PhD Qualifying Examination


Title: "Generative World Models for Robot Learning: A Survey"

by

Mr. Fangqi ZHU


Abstract:

Robotics is moving from task-specific controllers toward general-purpose 
agents that can operate in open, dynamic environments. Vision-language-action 
models have improved semantic understanding and action generation, but many 
remain largely reactive: they select actions from observations and 
instructions without explicitly predicting how those actions will change 
objects, contacts, and future task states. This gap motivates generative 
world models, which learn predictive representations of physical dynamics and 
use them to imagine future observations, evaluate candidate behaviors, 
synthesize robot data, support planning, and improve policies before costly 
real-world execution. This survey reviews generative world models for robot 
learning through two complementary roles. As external simulators, they 
provide counterfactual rollouts for data generation, policy evaluation, model 
predictive control, and imagined reinforcement learning.
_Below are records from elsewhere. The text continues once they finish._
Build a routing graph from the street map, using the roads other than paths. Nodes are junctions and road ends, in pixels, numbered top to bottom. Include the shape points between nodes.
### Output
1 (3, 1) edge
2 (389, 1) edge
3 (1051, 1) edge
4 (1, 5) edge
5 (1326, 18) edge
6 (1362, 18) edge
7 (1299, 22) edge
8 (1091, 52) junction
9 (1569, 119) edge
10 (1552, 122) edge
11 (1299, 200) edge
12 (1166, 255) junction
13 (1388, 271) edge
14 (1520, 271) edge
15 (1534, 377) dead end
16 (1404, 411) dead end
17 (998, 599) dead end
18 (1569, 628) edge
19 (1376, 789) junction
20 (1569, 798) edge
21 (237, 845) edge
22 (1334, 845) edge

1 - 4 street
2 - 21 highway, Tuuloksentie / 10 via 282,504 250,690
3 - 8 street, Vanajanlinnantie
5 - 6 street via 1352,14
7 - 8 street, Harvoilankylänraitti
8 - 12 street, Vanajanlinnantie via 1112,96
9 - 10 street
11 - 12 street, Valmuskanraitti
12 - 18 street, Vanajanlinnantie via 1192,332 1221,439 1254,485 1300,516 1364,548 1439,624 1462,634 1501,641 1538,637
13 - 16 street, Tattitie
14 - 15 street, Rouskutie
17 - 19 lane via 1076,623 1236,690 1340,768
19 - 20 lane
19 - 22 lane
As internal 
predictive modules, they embed foresight inside robot policies or 
vision-language-action models, supporting inverse dynamics, action 
generation, and embodied reasoning. Across latent world models, video 
foundation models, action- conditioned robot simulators, and 
world-model-based policy optimization, the survey focuses on representation, 
action grounding, decision coupling, and reliability, arguing that useful 
robot world models must move beyond visually plausible generation toward 
action-faithful, physically grounded, uncertainty-aware, and efficient 
prediction.


Date:                   Wednesday, 27 May 2026

Time:                   11:30am - 1:00pm

Venue:                  Room 2128B
                        Lift 19

Committee Members:      Prof. Song Guo (Supervisor)
                        Dr. Dan Xu (Chairperson)
                        Dr. Long Chen